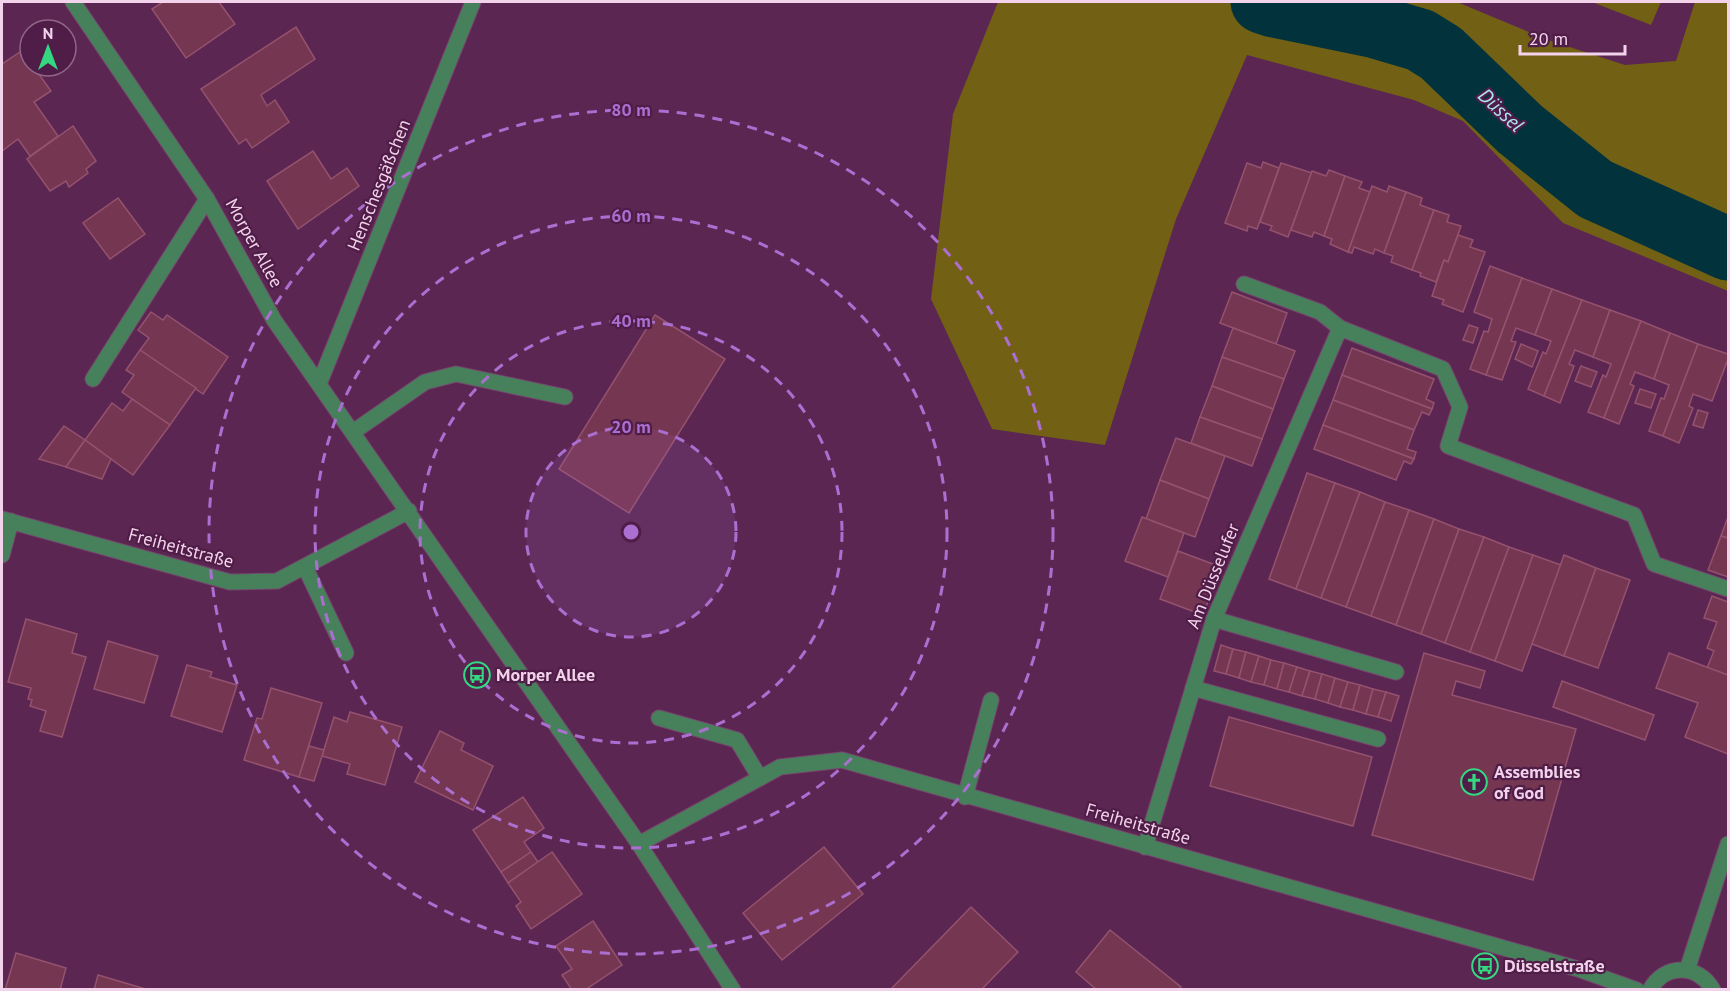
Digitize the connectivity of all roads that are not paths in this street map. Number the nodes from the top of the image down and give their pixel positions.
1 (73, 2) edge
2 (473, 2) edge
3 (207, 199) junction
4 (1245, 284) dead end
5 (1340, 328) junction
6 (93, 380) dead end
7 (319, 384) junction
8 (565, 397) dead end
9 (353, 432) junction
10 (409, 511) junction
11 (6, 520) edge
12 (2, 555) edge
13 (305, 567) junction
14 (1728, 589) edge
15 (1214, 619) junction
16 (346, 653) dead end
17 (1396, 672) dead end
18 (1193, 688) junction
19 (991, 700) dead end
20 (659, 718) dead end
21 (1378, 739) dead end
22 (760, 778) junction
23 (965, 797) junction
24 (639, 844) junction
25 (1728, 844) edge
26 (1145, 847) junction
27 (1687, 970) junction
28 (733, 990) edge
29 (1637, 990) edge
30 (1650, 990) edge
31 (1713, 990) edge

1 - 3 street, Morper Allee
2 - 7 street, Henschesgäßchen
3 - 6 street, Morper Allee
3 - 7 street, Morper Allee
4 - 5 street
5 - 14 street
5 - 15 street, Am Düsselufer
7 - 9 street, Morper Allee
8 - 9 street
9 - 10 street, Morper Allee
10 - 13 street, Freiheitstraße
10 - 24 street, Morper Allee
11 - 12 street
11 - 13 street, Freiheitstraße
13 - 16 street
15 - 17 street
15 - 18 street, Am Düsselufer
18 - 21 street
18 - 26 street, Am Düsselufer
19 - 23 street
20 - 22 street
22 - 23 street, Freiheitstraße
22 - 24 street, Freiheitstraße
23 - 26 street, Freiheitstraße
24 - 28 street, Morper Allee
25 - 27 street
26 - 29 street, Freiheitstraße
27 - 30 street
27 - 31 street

▶ _Your instructions_: Could each line of the data be written out exactly, with no pictures included?

▶ _Answer space_:
Digitize the connectivity of all roads that are not paths in this street map. Number the nodes from the top of the image down and give their pixel positions.
1 (73, 2) edge
2 (473, 2) edge
3 (207, 199) junction
4 (1245, 284) dead end
5 (1340, 328) junction
6 (93, 380) dead end
7 (319, 384) junction
8 (565, 397) dead end
9 (353, 432) junction
10 (409, 511) junction
11 (6, 520) edge
12 (2, 555) edge
13 (305, 567) junction
14 (1728, 589) edge
15 (1214, 619) junction
16 (346, 653) dead end
17 (1396, 672) dead end
18 (1193, 688) junction
19 (991, 700) dead end
20 (659, 718) dead end
21 (1378, 739) dead end
22 (760, 778) junction
23 (965, 797) junction
24 (639, 844) junction
25 (1728, 844) edge
26 (1145, 847) junction
27 (1687, 970) junction
28 (733, 990) edge
29 (1637, 990) edge
30 (1650, 990) edge
31 (1713, 990) edge

1 - 3 street, Morper Allee
2 - 7 street, Henschesgäßchen
3 - 6 street, Morper Allee
3 - 7 street, Morper Allee
4 - 5 street
5 - 14 street
5 - 15 street, Am Düsselufer
7 - 9 street, Morper Allee
8 - 9 street
9 - 10 street, Morper Allee
10 - 13 street, Freiheitstraße
10 - 24 street, Morper Allee
11 - 12 street
11 - 13 street, Freiheitstraße
13 - 16 street
15 - 17 street
15 - 18 street, Am Düsselufer
18 - 21 street
18 - 26 street, Am Düsselufer
19 - 23 street
20 - 22 street
22 - 23 street, Freiheitstraße
22 - 24 street, Freiheitstraße
23 - 26 street, Freiheitstraße
24 - 28 street, Morper Allee
25 - 27 street
26 - 29 street, Freiheitstraße
27 - 30 street
27 - 31 street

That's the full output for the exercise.